## [How to complete this task]
Repeat everything in the data exactly except images.

== Entries shown ==

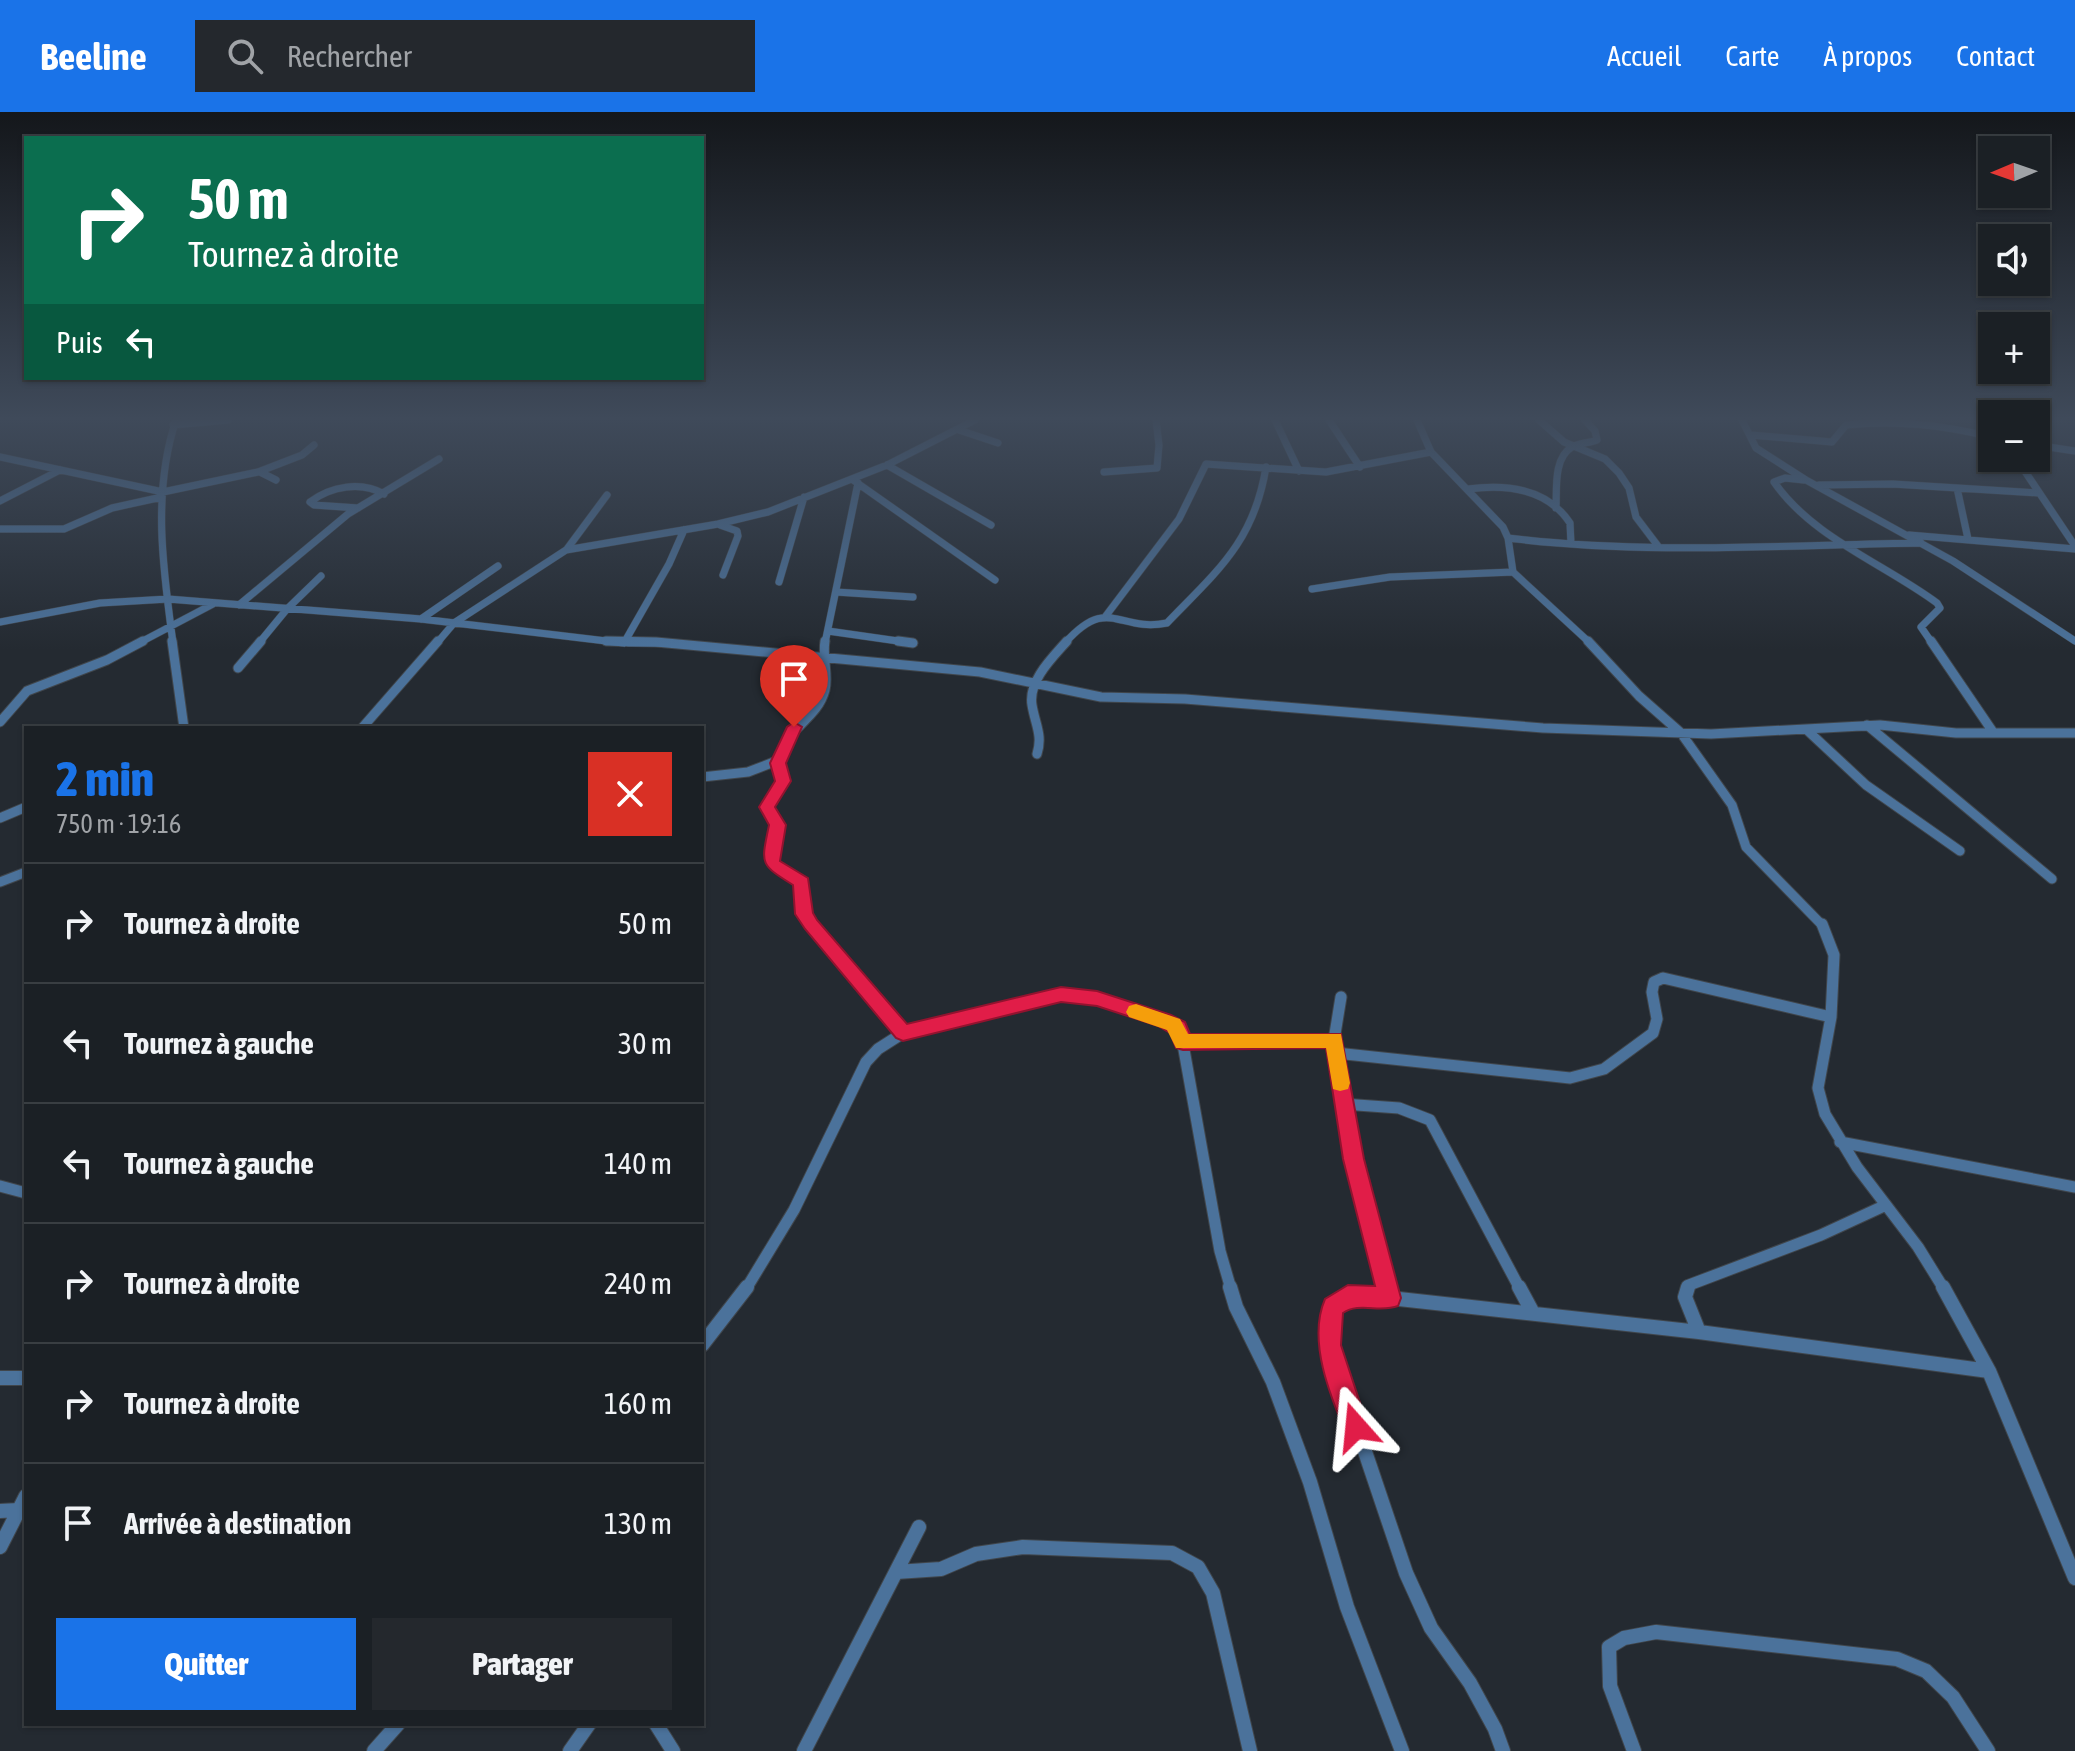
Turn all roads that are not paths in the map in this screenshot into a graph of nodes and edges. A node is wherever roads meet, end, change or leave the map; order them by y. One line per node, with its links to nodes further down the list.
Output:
1 (156, 496): 26 (street)
2 (162, 496): 46 (street)
3 (320, 496): 22 (street)
4 (363, 496): 21 (street)
5 (378, 496): 21 (street)
6 (606, 496): 36 (street)
7 (851, 496): 44 (street)
8 (876, 496): 41 (street)
9 (942, 496): 25 (street)
10 (1189, 496): 50 (street)
11 (1261, 496): 50 (street)
12 (1476, 496): 29 (street)
13 (1541, 496): 23 (street)
14 (1557, 496): 23 (street)
15 (1630, 496): 33 (street)
16 (1785, 496): 34 (street)
17 (1838, 496): 28 (street)
18 (1959, 496): 30 (street)
19 (2041, 496): 35 (street)
20 (804, 497): 24 (street); 42 (street)
21 (366, 502): 22 (street)
22 (358, 508): 48 (street)
23 (1556, 508): 32 (street)
24 (718, 524): 27 (street); 39 (street)
25 (991, 525)
26 (1, 530)
27 (684, 530): 36 (street); 57 (street)
28 (1907, 535): 30 (street); 31 (street)
29 (1508, 538): 32 (street); 38 (street)
30 (1968, 539): 35 (street)
31 (1921, 543): 34 (street); 56 (street)
32 (1571, 544): 33 (street)
33 (1658, 546): 34 (street)
34 (1848, 546): 67 (street)
35 (2075, 547)
36 (566, 550): 53 (street)
37 (498, 566): 51 (street)
38 (1513, 572): 43 (street); 68 (street)
39 (723, 575)
40 (321, 576): 49 (street)
41 (995, 580)
42 (779, 582)
43 (1312, 589)
44 (836, 592): 45 (street); 55 (street)
45 (913, 597)
46 (168, 599): 47 (street); 52 (street); 54 (street)
47 (215, 603): 48 (street); 54 (street)
48 (239, 605): 49 (street)
49 (287, 609): 51 (street); 60 (street)
50 (1105, 617): 61 (street)
51 (421, 619): 53 (street)
52 (0, 622)
53 (454, 623): 57 (street); 65 (street)
54 (172, 628): 62 (street); 64 (street)
55 (828, 631): 58 (street); 59 (street)
56 (2075, 641)
57 (624, 643): 59 (street)
58 (913, 643)
59 (822, 657): 61 (street); 71 (street)
60 (238, 668)
61 (1034, 683): 68 (street); 70 (street)
62 (0, 722)
63 (1867, 725): 66 (street); 67 (street); 77 (street)
64 (184, 726)
65 (364, 726)
66 (1808, 731): 68 (street); 75 (street)
67 (1993, 732): 69 (street)
68 (1681, 733): 80 (street)
69 (2075, 733)
70 (1037, 754)
71 (779, 760): 72 (street); 81 (street)
72 (704, 777)
73 (24, 808): 74 (street)
74 (0, 818)
75 (1960, 851)
76 (24, 873): 78 (street)
77 (2052, 879)
78 (0, 882)
79 (1341, 997): 82 (street)
80 (1831, 1017): 84 (street); 86 (street)
81 (903, 1033): 83 (street); 94 (street)
82 (1334, 1040): 83 (street); 84 (street)
83 (1183, 1042): 112 (street)
84 (1336, 1053): 85 (street)
85 (1343, 1104): 91 (street); 92 (street)
86 (1840, 1142): 88 (street); 90 (street)
87 (0, 1186): 89 (street)
88 (2075, 1187)
89 (24, 1192)
90 (1886, 1205): 93 (street); 95 (street)
91 (1390, 1298): 92 (street); 113 (street)
92 (1533, 1313): 93 (street)
93 (1699, 1332): 95 (street)
94 (704, 1343)
95 (1989, 1371): 103 (street)
96 (0, 1378): 97 (street)
97 (24, 1378)
98 (23, 1503): 99 (street); 101 (street)
99 (0, 1511)
100 (919, 1527): 102 (street)
101 (0, 1547)
102 (896, 1572): 110 (street); 111 (street)
103 (2075, 1578)
104 (396, 1726): 107 (street)
105 (588, 1726): 108 (street)
106 (657, 1726): 109 (street)
107 (374, 1751)
108 (570, 1751)
109 (673, 1751)
110 (804, 1751)
111 (1250, 1751)
112 (1402, 1751)
113 (1503, 1751)
114 (1634, 1751): 115 (street)
115 (1988, 1751)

===

## [Solved exercise]
Turn all roads that are not paths in the map in this screenshot into a graph of nodes and edges. A node is wherever roads meet, end, change or leave the map; order them by y. One line per node, with its links to nodes further down the list.
Output:
1 (156, 496): 26 (street)
2 (162, 496): 46 (street)
3 (320, 496): 22 (street)
4 (363, 496): 21 (street)
5 (378, 496): 21 (street)
6 (606, 496): 36 (street)
7 (851, 496): 44 (street)
8 (876, 496): 41 (street)
9 (942, 496): 25 (street)
10 (1189, 496): 50 (street)
11 (1261, 496): 50 (street)
12 (1476, 496): 29 (street)
13 (1541, 496): 23 (street)
14 (1557, 496): 23 (street)
15 (1630, 496): 33 (street)
16 (1785, 496): 34 (street)
17 (1838, 496): 28 (street)
18 (1959, 496): 30 (street)
19 (2041, 496): 35 (street)
20 (804, 497): 24 (street); 42 (street)
21 (366, 502): 22 (street)
22 (358, 508): 48 (street)
23 (1556, 508): 32 (street)
24 (718, 524): 27 (street); 39 (street)
25 (991, 525)
26 (1, 530)
27 (684, 530): 36 (street); 57 (street)
28 (1907, 535): 30 (street); 31 (street)
29 (1508, 538): 32 (street); 38 (street)
30 (1968, 539): 35 (street)
31 (1921, 543): 34 (street); 56 (street)
32 (1571, 544): 33 (street)
33 (1658, 546): 34 (street)
34 (1848, 546): 67 (street)
35 (2075, 547)
36 (566, 550): 53 (street)
37 (498, 566): 51 (street)
38 (1513, 572): 43 (street); 68 (street)
39 (723, 575)
40 (321, 576): 49 (street)
41 (995, 580)
42 (779, 582)
43 (1312, 589)
44 (836, 592): 45 (street); 55 (street)
45 (913, 597)
46 (168, 599): 47 (street); 52 (street); 54 (street)
47 (215, 603): 48 (street); 54 (street)
48 (239, 605): 49 (street)
49 (287, 609): 51 (street); 60 (street)
50 (1105, 617): 61 (street)
51 (421, 619): 53 (street)
52 (0, 622)
53 (454, 623): 57 (street); 65 (street)
54 (172, 628): 62 (street); 64 (street)
55 (828, 631): 58 (street); 59 (street)
56 (2075, 641)
57 (624, 643): 59 (street)
58 (913, 643)
59 (822, 657): 61 (street); 71 (street)
60 (238, 668)
61 (1034, 683): 68 (street); 70 (street)
62 (0, 722)
63 (1867, 725): 66 (street); 67 (street); 77 (street)
64 (184, 726)
65 (364, 726)
66 (1808, 731): 68 (street); 75 (street)
67 (1993, 732): 69 (street)
68 (1681, 733): 80 (street)
69 (2075, 733)
70 (1037, 754)
71 (779, 760): 72 (street); 81 (street)
72 (704, 777)
73 (24, 808): 74 (street)
74 (0, 818)
75 (1960, 851)
76 (24, 873): 78 (street)
77 (2052, 879)
78 (0, 882)
79 (1341, 997): 82 (street)
80 (1831, 1017): 84 (street); 86 (street)
81 (903, 1033): 83 (street); 94 (street)
82 (1334, 1040): 83 (street); 84 (street)
83 (1183, 1042): 112 (street)
84 (1336, 1053): 85 (street)
85 (1343, 1104): 91 (street); 92 (street)
86 (1840, 1142): 88 (street); 90 (street)
87 (0, 1186): 89 (street)
88 (2075, 1187)
89 (24, 1192)
90 (1886, 1205): 93 (street); 95 (street)
91 (1390, 1298): 92 (street); 113 (street)
92 (1533, 1313): 93 (street)
93 (1699, 1332): 95 (street)
94 (704, 1343)
95 (1989, 1371): 103 (street)
96 (0, 1378): 97 (street)
97 (24, 1378)
98 (23, 1503): 99 (street); 101 (street)
99 (0, 1511)
100 (919, 1527): 102 (street)
101 (0, 1547)
102 (896, 1572): 110 (street); 111 (street)
103 (2075, 1578)
104 (396, 1726): 107 (street)
105 (588, 1726): 108 (street)
106 (657, 1726): 109 (street)
107 (374, 1751)
108 (570, 1751)
109 (673, 1751)
110 (804, 1751)
111 (1250, 1751)
112 (1402, 1751)
113 (1503, 1751)
114 (1634, 1751): 115 (street)
115 (1988, 1751)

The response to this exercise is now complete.